Effetto Draghi: partiti tutti incollati

Se si votasse domani mattina? Accadrebbe una cosa mai vista nella storia della Repubblica: i primi quattro partiti racchiusi in poco più di quattro punti e mezzo.

Effetto Draghi: partiti tutti incollati

S e si votasse domani mattina? Accadrebbe una cosa mai vista nella storia della Repubblica: i primi quattro partiti racchiusi in poco più di quattro punti e mezzo. Per certi aspetti è sconvolgente l'ultima rilevazione dell'Istituto Ixè sulle intenzioni di voto degli italiani: Lega 21,6%, Partito democratico 19,8%, Fratelli d'Italia, 18,1%, Movimento 5 Stelle 17%. Il primo partito sotto la doppia cifra resta Forza Italia al 7,8%.

È cambiato profondamente il quadro politico in quasi due anni, prendendo come riferimento l'ultima grande tornata elettorale a rilievo nazionale, le Europee del 26 maggio 2019. Allora la Lega, spinta nel primo governo Conte grazie all'effetto Salvini, riscosse il 34,3% dei voti reali. Oggi con il Capitano bersagliato dai magistrati e mobbizzato dall'asse Pd-M5s, il Carroccio di governo resta sulla carta il primo partito, ma con una impressionante erosione dei consensi. In pratica gli manca quel 13% finito in blocco a Fratelli d'Italia, che ha triplicato il suo potenziale bacino di consensi in appena 24 mesi: alle Europee raggiunse il 6,5%.

Due le considerazioni immediate. La più semplice suggerisce come la scelta dell'opposizione solitaria stia gettando le basi della poderosa progressione della Meloni. Analogamente la regressione di Lega e Pd (M5s è invariato rispetto a due anni fa) costituisce il pagamento di un pegno con l'ingresso nel governo Draghi di unità nazionale, un rassemblement di guerra che fonde schieramenti e leader geneticamente incompatibili.

L'«effetto SuperMario» segna un deciso ridimensionamento delle forze politiche rispetto a un leader esterno che gode di una doppia investitura fondata sul gradimento popolare e soprattutto su quello dell'establishment planetario.

Quando il Pci superò la Dc alle Europee del 1984 di appena lo 0,37%, le due grandi chiese della Prima Repubblica superavano insieme il 66%, lasciando le briciole alle altre forze. Oggi, nell'Italia che si sta rialzando dalla pandemia, i primi quattro partiti incollati al fotofinish sono lo specchio di una democrazia semicongelata per motivi di forza maggiore.

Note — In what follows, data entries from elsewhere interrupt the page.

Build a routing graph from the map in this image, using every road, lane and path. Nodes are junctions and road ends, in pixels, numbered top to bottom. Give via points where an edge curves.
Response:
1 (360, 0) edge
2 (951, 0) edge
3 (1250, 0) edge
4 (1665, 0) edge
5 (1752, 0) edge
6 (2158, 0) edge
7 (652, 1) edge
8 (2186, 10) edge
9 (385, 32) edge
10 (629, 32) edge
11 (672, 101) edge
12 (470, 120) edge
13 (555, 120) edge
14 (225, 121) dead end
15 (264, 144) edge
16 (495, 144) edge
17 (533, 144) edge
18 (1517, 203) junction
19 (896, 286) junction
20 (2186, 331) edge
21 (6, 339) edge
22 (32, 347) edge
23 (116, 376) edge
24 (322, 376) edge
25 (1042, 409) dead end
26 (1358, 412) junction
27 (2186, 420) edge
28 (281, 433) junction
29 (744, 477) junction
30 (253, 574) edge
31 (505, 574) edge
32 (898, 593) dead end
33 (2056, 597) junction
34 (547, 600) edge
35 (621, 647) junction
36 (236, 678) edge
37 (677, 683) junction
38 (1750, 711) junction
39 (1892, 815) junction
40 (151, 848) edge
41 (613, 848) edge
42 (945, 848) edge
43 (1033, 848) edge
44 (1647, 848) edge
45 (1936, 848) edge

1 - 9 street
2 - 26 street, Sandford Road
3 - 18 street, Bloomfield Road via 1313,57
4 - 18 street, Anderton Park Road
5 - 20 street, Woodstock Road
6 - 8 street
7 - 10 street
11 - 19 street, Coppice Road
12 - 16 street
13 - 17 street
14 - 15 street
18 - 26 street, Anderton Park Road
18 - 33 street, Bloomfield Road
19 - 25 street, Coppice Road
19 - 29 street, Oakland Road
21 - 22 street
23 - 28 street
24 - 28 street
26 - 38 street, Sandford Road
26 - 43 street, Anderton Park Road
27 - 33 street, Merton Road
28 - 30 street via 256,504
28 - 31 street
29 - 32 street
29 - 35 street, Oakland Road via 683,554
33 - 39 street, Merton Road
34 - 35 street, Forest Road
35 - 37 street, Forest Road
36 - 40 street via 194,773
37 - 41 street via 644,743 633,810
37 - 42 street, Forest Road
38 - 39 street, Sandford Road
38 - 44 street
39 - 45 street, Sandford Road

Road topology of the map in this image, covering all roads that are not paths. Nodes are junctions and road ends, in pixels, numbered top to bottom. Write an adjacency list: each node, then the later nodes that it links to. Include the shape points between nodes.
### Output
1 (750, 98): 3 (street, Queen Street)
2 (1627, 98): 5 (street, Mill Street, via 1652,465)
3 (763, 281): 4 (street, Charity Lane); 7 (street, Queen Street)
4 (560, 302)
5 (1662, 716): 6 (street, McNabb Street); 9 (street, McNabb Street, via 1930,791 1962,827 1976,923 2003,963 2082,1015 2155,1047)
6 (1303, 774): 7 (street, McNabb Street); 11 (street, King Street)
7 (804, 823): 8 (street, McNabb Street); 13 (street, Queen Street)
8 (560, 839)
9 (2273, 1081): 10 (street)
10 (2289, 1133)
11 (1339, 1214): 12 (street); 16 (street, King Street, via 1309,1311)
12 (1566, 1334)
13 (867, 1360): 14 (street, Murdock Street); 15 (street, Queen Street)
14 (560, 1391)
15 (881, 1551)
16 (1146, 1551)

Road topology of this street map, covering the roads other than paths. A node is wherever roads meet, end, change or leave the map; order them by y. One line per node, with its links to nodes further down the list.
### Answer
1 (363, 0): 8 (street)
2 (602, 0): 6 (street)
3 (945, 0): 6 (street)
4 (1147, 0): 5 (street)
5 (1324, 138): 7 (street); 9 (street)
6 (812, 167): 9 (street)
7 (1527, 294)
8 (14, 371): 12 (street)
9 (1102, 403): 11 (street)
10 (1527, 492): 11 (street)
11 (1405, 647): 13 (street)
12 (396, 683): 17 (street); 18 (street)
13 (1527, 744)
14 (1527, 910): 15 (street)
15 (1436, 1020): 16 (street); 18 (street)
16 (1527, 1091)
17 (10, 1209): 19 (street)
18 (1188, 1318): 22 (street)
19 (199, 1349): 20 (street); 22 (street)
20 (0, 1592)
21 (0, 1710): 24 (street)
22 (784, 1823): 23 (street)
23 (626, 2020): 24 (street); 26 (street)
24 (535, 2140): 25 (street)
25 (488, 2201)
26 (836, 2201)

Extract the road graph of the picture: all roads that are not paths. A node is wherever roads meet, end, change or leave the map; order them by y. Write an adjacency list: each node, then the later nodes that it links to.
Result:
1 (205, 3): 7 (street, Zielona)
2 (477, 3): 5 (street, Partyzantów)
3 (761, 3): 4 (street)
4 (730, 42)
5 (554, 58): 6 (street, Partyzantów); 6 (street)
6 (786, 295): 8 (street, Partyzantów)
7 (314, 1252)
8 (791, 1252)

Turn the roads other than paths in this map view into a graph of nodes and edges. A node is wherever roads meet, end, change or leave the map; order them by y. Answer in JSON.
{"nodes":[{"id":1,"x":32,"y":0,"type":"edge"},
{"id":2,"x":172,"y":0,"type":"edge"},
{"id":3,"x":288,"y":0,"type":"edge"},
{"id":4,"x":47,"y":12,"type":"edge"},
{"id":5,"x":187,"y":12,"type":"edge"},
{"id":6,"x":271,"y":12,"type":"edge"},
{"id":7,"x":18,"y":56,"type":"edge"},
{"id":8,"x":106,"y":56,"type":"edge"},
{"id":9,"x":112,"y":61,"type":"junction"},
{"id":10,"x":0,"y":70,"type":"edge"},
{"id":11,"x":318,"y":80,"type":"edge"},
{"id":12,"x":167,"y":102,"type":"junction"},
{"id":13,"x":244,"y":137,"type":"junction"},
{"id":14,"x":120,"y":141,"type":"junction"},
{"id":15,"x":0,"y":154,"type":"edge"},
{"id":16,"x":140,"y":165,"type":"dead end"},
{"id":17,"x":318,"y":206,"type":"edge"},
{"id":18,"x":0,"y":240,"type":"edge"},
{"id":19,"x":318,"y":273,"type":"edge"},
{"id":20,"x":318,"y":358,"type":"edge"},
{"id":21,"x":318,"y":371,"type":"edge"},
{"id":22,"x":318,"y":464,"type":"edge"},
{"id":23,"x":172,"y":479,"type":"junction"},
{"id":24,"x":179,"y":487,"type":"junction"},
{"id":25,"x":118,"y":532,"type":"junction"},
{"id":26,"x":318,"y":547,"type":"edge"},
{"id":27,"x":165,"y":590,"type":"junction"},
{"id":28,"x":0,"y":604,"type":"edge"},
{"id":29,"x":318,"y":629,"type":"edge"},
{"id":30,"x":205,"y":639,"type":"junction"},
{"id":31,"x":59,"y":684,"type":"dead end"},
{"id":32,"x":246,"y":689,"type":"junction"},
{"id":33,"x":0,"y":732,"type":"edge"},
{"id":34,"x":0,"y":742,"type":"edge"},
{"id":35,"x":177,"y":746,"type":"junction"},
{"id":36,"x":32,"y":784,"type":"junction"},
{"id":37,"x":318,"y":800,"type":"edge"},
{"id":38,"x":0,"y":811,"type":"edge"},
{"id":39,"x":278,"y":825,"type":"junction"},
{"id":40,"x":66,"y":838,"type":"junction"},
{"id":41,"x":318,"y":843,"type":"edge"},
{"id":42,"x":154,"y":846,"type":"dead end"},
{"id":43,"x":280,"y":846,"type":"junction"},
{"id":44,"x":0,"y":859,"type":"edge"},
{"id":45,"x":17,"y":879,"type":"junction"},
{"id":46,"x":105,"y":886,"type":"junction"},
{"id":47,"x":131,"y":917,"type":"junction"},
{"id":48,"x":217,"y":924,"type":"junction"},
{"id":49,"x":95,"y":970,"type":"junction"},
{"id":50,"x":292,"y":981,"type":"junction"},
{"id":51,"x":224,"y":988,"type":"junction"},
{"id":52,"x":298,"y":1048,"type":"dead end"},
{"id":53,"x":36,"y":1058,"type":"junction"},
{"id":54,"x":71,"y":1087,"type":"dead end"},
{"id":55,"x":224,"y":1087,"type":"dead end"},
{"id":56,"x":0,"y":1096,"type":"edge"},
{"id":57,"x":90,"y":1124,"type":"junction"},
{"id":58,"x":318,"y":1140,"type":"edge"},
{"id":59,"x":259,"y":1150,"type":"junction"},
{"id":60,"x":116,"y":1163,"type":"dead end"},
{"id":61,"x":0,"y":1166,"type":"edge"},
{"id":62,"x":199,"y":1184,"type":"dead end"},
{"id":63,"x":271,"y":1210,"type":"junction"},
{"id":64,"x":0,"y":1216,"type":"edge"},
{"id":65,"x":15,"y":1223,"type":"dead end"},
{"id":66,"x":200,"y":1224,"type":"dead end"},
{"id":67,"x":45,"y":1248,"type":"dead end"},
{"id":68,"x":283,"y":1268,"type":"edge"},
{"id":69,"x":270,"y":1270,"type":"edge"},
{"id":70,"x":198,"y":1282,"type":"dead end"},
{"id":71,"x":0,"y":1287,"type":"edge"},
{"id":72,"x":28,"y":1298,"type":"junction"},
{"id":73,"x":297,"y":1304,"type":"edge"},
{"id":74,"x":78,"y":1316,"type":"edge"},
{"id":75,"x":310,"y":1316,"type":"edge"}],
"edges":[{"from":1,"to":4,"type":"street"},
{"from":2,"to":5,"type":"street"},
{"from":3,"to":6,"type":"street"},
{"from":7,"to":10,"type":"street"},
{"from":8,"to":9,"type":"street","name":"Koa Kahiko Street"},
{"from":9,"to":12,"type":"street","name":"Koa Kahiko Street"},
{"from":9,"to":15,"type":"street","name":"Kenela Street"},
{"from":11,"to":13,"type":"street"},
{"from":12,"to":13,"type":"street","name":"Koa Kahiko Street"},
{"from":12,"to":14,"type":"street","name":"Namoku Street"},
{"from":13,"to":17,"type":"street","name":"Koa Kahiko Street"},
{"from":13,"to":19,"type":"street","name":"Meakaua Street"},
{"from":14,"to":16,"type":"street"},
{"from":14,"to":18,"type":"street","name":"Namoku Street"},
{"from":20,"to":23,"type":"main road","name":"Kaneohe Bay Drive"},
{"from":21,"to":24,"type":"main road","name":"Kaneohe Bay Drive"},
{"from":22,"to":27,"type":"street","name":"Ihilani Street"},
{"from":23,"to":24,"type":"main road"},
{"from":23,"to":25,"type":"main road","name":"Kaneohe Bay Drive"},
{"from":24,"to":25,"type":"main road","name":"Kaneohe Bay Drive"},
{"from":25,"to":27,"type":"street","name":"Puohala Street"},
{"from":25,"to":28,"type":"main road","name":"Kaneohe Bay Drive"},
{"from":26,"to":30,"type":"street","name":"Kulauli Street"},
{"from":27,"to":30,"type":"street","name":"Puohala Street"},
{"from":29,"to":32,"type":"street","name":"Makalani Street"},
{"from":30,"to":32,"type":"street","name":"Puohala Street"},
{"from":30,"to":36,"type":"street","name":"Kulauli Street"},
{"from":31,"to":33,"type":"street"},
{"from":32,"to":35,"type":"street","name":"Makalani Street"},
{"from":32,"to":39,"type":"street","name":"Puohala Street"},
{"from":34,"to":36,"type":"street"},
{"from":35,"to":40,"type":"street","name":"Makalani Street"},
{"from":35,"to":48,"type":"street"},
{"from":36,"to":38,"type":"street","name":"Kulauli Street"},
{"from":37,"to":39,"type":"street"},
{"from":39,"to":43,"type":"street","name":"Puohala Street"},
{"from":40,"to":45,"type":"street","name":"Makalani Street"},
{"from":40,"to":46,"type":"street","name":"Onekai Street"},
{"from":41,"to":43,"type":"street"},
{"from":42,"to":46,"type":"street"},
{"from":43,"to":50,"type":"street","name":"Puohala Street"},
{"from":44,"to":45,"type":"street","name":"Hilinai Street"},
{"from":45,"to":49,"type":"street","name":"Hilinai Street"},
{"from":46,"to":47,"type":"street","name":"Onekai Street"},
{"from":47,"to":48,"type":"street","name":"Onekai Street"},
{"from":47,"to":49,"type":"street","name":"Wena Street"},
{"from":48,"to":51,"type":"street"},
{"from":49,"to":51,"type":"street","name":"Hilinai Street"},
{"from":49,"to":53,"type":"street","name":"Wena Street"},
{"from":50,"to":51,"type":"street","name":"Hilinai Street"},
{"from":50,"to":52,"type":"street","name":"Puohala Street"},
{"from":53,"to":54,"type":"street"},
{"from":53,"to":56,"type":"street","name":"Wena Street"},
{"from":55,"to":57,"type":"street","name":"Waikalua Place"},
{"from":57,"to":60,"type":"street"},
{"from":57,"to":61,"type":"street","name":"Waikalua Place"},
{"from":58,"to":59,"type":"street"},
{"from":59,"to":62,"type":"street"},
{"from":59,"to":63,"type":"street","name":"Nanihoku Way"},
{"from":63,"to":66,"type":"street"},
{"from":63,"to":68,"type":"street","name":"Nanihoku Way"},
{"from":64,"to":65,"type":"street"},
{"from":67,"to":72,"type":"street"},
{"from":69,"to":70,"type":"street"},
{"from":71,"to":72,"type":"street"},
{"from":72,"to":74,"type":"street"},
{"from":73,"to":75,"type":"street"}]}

La convivenza forzata a Palazzo Chigi tra alleati riluttanti rimanda a tempi migliori la vera sfida per il primato. Del resto la gran parte degli italiani si è affidata a Draghi proprio perché la traversata nel deserto sia la più breve possibile. Verrà il momento della competizione elettorale e sicuramente le carte saranno rimescolate. Anche i sondaggi, va detto, risentono del clima da partita amichevole quando non c'è uno straccio di elezione in vista.

Fotografiamo questa «classifica anomala» e ripeschiamola quando si voterà per Palazzo Chigi. Solo in quel momento si potrà realizzare se è stata una curiosità irripetibile o se l'elettorato sarà cosi polverizzato da richiedere ulteriori formule di governo. Sempre meglio creative che emergenziali.